Sleeping is living, and living is sleeping. Both are writing.

Updated: May 14, 2022

| By Lauren Taglienti |


Today is yet another day, just like all the rest, where all I want to do is write all day and night. Write a poem. A short story. A new chapter of my novel. Even just a journal entry. Maybe even all of the above if I stay up late enough. I want to write all the time. I often need to remind myself that no matter what I do, I am writing. It makes anything I do that is not typing or putting pen to paper more bearable.


I've said it before, and I'll say it again. Living is writing an active narrative. It's like being in a lucid dream. Sometimes in a lucid dream, I'm in a setting that I don't understand, but I can navigate my way around it and make choices. The happenings of life happen all around me, and I have no control over them. However, I can choose how I respond to life happening and proceed accordingly.

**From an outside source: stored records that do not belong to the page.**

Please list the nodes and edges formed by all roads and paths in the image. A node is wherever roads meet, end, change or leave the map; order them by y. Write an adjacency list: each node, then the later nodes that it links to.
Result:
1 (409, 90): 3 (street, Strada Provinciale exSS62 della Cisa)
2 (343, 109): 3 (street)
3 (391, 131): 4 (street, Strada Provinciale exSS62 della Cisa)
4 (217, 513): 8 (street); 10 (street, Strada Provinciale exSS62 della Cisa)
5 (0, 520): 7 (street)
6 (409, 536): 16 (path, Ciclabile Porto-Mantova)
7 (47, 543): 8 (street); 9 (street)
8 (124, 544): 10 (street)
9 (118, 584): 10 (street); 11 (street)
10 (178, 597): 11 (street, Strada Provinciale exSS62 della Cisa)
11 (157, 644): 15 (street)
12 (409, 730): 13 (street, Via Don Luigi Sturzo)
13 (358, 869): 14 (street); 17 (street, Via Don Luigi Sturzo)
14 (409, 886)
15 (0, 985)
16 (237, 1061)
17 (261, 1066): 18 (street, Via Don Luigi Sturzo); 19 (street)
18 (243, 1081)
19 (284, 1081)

That's what characters in a story do, as well as the writers who write those characters. When both lucid dreaming, writing, and living, sometimes the narrative ends up in a place I didn't think it would. I then think, "Okay, how do we proceed from here?"


Most of my dreams are lucid, so I essentially have the privileged capability to write in my sleep. I run through events that my mind fabricates, which range from fictional wars to historical fiction to feminist dystopias to interpersonal relationships and much much more. Lucid dreaming feels like living in alternate dimensions, like the ones in Rick & Morty.


The unconscious mind is a brilliant place, whether lucid dreaming or not, and much of human life is spent sleeping. In high school, I didn't consider sleeping living. I would say such seemingly rebellious, but actually just careless, phrases like, "I'll sleep when I'm dead," or "I don't need to sleep," or "I don't sleep." Even now, I'd rather stay up late clanging my fingers on the keyboard to form words and sentences rather than sleep. A reminder to myself: Yes, I need sleep, and I'll actually sleep while I'm alive, thank you very much. Just like living is writing, sleeping is writing because sleeping is living. The human experience is not developed if sleep is not involved. It's funny: it's almost like when my doctors tell me that I need to make sure I sleep enough that they know what they're talking about. Who would've thought?